Oligarchie politico-financière ou démocratie.

Une oligarchie financière (3) mondialisée, « légitimant » de fait comme « normale » la dérive de l’idéologie néo-libérale vers la confiscation (4) du pouvoir politique, ne fausserait-t-elle pas ainsi dans l’ombre le libre jeu démocratique?

 

 

 

De plus en plus de Français voire d’Européens, outre leur crispation défensive dans la tentation du refuge identitaire xénophobe ou religieux dont j'ai parlé, pensent et sentent que nos démocraties sont en grand risque de s’affaiblir et de dériver vers une forme plus ou moins souterraine d’oligarchie de fait. Ceci est d'ailleurs peut-être une des réactions défensives contre les effets de cela...

 

D’oligarchie néolibérale financière (cf Gori)  avec tout un cortège de plus en plus grand de "dommages " collatéraux " induits tant au niveau économique qu'au niveau humain et subjectif s’entend, comme nous l'avions aussi à plusieurs reprises analysé.

 

Sans être aussi catégorique je ne suis pas loin de le penser aussi.

 

Il faudrait sans doute probablement en faire une plus fine analyse à partir de meilleurs connaissances en la matière que les miennes, réellement « profanes » et à partir d’une meilleure et plus ample documentation bien sûr.

 

 

Mais deux éléments pris récemment ici et là m'apparaissent indicateurs. Ils apportent de l’eau au moulin de ce qui flotte dans l’air du temps à propos de l'existence, très active mais plus ou moins masquée au plus grand nombre, de cette oligarchie (1). On pourrait sans doute en trouver bien d’autres.

 

La puce à l’oreille m’est venue hier soir en entendant sur France 3 à l’émission Thalassa les propos directs et crus du père Jésuite Michel Jaouen récemment décédé. Selon celui-ci, qui avait son franc parler, depuis belle lurette il n’est plus dupe que la puissance du pouvoir politique démocratique des politiques est illusoire en ce que ce pouvoir s’efface devant la nécessité d’être au service (servitude volontaire ou complice te revoilà!) de la puissance financière et économique des banques et des multinationales. Ce seraient elles qui tireraient les ficelles du pouvoir en sous-main.

 

Puis, l’autre matin, je tombe sur un article du monde (2) [i]intitulé « Passe d’arme entre le MEDEF et la CFDC sur la loi travail.» On y lit la menace par SMS du patron du MEDEF envers le dirigeant de la confédération des cadres qui aurait contribué au blocage de cette loi favorable à plus de flexibilité dans le travail et donc à plus de précarité et à moins de droits. Le tout est censé favoriser l’emploi, par la relance non pas de la demande, mais de l'offre supposée être accrue par la diminution des charges et des contraintes des entreprises. Dans cette logique purement libérale, s'il n'y avait pas de limites régulatrices, le problème resterait de savoir jusqu'où irait régressivement la concurrence mondialisée à cette diminution concurrentielle... au regard de la situation de l'emploi à bas coût dans certains pays.

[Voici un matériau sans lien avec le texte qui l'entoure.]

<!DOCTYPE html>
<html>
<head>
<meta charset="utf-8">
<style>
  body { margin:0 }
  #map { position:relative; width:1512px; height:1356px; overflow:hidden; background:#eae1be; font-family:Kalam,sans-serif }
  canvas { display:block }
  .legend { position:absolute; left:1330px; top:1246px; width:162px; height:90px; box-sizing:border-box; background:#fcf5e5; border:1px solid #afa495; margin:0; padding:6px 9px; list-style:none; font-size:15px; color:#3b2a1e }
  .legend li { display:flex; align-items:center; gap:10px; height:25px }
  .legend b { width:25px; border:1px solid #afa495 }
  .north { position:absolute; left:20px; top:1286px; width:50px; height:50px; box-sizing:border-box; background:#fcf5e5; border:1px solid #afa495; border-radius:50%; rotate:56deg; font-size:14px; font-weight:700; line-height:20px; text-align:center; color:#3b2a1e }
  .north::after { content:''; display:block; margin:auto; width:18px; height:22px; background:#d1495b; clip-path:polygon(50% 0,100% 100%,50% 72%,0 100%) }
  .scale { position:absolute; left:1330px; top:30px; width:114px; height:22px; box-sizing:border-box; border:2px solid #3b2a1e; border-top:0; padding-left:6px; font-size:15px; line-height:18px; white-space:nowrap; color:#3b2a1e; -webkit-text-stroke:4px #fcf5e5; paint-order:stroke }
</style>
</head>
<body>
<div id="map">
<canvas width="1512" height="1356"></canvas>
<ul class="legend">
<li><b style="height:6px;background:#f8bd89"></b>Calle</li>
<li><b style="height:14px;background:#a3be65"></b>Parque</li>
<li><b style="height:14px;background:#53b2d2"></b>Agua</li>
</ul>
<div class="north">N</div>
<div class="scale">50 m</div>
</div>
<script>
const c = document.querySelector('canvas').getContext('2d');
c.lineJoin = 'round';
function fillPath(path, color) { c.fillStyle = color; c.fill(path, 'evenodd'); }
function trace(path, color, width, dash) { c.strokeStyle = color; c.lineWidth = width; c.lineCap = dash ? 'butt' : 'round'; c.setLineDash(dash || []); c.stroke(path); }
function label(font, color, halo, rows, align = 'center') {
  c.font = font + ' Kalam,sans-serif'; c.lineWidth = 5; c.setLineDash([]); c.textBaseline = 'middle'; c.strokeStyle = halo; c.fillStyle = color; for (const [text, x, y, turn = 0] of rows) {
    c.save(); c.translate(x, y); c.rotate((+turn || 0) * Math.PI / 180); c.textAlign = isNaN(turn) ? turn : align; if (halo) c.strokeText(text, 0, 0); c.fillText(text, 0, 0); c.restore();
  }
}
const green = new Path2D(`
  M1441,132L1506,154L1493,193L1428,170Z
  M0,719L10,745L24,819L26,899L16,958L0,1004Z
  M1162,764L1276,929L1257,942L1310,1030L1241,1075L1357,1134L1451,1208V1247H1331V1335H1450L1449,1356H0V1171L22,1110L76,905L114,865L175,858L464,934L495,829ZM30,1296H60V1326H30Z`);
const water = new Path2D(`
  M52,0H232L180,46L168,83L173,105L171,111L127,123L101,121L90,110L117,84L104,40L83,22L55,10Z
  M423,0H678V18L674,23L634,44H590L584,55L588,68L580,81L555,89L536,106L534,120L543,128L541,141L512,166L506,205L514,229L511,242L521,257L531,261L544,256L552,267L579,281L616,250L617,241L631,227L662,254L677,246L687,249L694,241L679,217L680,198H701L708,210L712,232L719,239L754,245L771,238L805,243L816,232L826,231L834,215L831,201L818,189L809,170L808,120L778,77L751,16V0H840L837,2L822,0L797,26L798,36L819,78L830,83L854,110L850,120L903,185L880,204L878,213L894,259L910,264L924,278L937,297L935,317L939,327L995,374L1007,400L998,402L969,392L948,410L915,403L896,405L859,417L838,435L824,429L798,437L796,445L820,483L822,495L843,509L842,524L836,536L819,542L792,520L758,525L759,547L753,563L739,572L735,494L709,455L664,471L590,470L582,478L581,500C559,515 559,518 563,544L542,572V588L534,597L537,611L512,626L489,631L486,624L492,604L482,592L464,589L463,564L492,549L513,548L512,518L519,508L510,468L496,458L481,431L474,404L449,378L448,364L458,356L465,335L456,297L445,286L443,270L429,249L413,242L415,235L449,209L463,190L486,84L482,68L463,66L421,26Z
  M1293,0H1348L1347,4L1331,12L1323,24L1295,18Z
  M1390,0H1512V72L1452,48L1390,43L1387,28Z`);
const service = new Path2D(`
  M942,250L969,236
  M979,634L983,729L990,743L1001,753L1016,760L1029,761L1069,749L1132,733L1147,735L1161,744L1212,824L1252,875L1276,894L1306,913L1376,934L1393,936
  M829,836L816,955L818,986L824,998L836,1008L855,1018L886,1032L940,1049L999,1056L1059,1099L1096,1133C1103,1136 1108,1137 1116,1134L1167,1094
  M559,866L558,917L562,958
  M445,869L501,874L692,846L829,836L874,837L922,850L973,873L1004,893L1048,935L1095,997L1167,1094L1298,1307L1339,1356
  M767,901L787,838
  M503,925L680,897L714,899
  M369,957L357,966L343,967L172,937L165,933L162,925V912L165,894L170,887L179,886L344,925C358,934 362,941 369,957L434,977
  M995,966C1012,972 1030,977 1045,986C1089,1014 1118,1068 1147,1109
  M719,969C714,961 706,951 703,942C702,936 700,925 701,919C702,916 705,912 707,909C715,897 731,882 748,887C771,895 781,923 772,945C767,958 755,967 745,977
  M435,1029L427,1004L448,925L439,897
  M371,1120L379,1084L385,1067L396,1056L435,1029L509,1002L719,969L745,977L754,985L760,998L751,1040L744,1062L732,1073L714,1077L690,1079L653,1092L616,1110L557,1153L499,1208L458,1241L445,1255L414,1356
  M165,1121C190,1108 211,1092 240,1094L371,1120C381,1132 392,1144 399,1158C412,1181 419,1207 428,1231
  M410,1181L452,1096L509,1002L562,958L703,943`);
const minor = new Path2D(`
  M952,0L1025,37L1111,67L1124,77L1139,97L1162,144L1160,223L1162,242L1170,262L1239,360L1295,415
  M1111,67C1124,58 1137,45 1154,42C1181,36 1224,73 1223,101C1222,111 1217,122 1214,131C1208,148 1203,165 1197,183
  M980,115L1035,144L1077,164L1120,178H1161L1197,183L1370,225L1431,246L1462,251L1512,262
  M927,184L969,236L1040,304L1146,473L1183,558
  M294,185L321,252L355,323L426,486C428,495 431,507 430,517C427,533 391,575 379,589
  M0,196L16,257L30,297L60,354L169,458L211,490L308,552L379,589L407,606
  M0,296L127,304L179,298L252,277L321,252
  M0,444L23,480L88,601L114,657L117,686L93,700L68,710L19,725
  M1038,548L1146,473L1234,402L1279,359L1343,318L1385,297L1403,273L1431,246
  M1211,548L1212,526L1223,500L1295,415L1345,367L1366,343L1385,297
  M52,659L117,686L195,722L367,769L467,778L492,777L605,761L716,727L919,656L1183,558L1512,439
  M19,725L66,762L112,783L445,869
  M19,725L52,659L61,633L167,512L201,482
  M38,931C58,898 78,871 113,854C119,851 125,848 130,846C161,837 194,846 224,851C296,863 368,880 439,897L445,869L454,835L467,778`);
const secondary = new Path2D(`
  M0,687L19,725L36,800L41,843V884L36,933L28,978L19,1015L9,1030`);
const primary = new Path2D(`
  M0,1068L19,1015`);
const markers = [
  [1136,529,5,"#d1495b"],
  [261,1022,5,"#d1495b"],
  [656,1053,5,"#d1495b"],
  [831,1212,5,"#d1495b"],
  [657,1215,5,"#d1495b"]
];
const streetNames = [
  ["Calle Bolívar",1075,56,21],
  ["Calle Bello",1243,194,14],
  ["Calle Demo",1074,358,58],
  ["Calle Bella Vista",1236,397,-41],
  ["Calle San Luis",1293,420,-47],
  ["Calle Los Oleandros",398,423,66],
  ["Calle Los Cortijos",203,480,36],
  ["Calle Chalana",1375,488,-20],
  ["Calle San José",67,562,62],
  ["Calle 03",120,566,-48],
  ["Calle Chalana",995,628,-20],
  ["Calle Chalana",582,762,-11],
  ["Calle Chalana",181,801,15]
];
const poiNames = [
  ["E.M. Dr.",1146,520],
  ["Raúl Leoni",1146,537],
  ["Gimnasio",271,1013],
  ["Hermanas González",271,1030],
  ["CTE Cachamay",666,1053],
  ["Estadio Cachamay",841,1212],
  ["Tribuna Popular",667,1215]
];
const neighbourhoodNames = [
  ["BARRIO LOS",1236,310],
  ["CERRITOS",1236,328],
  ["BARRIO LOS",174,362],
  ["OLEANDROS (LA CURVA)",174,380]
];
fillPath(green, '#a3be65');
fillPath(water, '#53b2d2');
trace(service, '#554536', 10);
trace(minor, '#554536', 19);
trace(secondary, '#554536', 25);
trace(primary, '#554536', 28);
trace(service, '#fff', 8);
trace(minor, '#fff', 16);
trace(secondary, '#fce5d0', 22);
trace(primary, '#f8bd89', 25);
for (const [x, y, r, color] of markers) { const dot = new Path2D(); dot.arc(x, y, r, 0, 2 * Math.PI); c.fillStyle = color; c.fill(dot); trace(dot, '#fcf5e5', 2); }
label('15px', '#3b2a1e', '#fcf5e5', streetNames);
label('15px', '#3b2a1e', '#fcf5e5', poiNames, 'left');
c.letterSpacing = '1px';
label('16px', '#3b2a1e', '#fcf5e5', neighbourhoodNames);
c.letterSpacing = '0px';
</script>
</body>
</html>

Et dès lors sur cette pente extrapolée, resterait-il suffisamment de demandeurs pour "consommer" ... l'offre?

 

Selon ce que rapporte Le Monde tiré d’une publication du quotidien Les Echos,  le SMS de Pierre Gattaz (le "patron" des patrons) dirait en substance : « L’attitude de la CGC est incompréhensible et nuisible. Vous avez déjà planté la loi MDS [Modernisation du dialogue social]. Vous n’allez pas nous planter la loi MEK. » (El Khomri) « Si vous persistez dans cette attitude “cgtiste” sur cette loi, le Medef en tirera toutes les conséquences sur nos discussions en cours ».

 

Par un second SMS encore plus précis la pression se fait plus menaçante.

 

"Ce que je veux dire c’est que nous [ne] vous soutiendrons plus dans votre combat pour les cadres si vous plantez la loi MEK ".

 

Bien entendu le MEDEF et son président s’insurgent contre la mise au jour de cette position qui devait rester souterraine.

 

Mais, la déception et la menace en douce en forme de chantage du pouvoir patronal financier est probablement un bon indicateur de « ce » et de « ceux » que cette loi viendrait réellement favoriser. Non ?

 

Au moins, ça a le mérite d’être clair.

 

Mais ça ne manque pas de nous laisser songeurs au niveau de ce que peuvent "peser" directement ou en sous-main,  les représentants financiers de la puissance économique mondialisée sur les politiques des États démocratiques.

 

 

Alors peut-être, selon là où "le petit peuple", c'est à dire les gens ordinaires, néanmoins en principe démocratiquement souverain, celui qui reste méprisé et exclus de cette oligarchie de fait qui tire les ficelles et ramasse les dividendes (3), va pouvoir prendre conscience de sa valeur, de sa force et de ses droits(4) pour voir où est vraiment son intérêt, reste à oser dire non et à agir en citoyens responsables pour en tirer démocratiquement les conséquences en toutes connaissances de cause désormais.

 

 

Et surtout, peut-être, pour le peuple, ses intellectuels et ses militants politiques, reste à oser réfléchir de façon libre et novatrice pour inventer et mettre en place, à titre de garde-fou à ces dérives humaines structurelles,  d’autres formes politiques et économiques de société vraiment « civilisée » où, selon notre devise républicaine  de liberté, d'égalité et de fraternité, la préoccupation de l’Homme en tant que sujet, de ses droits et devoirs sociaux et de son avenir, auraient une meilleure, plus juste et plus centrale place.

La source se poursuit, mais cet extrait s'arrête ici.